- TASK REQUIREMENTS: Copies of all lines that contain "Lübecker" are needed; take them from the data below.

Stored data
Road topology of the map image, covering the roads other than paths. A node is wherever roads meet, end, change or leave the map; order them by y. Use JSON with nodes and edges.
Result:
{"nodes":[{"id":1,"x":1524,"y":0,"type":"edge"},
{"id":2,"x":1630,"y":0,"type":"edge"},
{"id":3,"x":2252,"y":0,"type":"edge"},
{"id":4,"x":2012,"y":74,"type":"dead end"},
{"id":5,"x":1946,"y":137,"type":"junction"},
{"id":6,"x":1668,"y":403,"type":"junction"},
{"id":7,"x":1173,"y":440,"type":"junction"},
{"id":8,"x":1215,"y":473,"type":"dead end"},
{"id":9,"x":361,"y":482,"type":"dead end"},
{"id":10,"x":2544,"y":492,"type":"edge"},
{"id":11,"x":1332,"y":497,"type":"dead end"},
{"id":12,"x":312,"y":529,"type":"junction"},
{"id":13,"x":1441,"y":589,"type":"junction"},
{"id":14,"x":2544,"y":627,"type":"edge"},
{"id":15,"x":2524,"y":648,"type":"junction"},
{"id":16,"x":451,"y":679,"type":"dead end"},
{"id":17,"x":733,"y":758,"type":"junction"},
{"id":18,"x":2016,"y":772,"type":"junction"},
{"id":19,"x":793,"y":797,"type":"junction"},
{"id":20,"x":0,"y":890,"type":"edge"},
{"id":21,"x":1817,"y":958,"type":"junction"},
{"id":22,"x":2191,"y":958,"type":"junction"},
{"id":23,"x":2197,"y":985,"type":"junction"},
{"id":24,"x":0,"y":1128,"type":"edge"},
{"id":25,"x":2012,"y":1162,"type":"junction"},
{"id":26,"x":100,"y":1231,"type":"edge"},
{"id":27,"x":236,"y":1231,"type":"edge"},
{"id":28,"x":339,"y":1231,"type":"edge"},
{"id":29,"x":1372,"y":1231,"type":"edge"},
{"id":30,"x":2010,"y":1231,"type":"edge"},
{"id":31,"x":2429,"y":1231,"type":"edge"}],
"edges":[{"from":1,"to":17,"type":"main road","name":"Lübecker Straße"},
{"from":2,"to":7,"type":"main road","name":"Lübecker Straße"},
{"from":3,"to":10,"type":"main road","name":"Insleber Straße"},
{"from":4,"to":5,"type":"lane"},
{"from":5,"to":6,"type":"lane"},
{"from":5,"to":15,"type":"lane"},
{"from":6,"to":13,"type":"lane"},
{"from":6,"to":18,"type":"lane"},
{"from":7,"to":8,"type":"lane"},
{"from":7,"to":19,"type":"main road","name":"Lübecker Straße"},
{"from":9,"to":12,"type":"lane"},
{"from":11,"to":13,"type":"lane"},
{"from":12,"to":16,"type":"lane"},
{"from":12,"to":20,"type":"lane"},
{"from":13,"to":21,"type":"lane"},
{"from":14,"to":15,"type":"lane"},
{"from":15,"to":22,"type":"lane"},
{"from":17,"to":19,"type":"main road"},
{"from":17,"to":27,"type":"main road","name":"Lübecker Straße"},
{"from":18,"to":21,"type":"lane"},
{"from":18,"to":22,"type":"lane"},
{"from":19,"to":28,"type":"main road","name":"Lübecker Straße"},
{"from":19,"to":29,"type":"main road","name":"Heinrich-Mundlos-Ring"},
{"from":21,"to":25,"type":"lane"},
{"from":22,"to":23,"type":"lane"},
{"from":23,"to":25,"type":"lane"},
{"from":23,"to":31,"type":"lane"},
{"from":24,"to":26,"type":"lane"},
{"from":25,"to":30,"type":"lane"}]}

- OUTPUT:
"edges":[{"from":1,"to":17,"type":"main road","name":"Lübecker Straße"},
{"from":2,"to":7,"type":"main road","name":"Lübecker Straße"},
{"from":7,"to":19,"type":"main road","name":"Lübecker Straße"},
{"from":17,"to":27,"type":"main road","name":"Lübecker Straße"},
{"from":19,"to":28,"type":"main road","name":"Lübecker Straße"},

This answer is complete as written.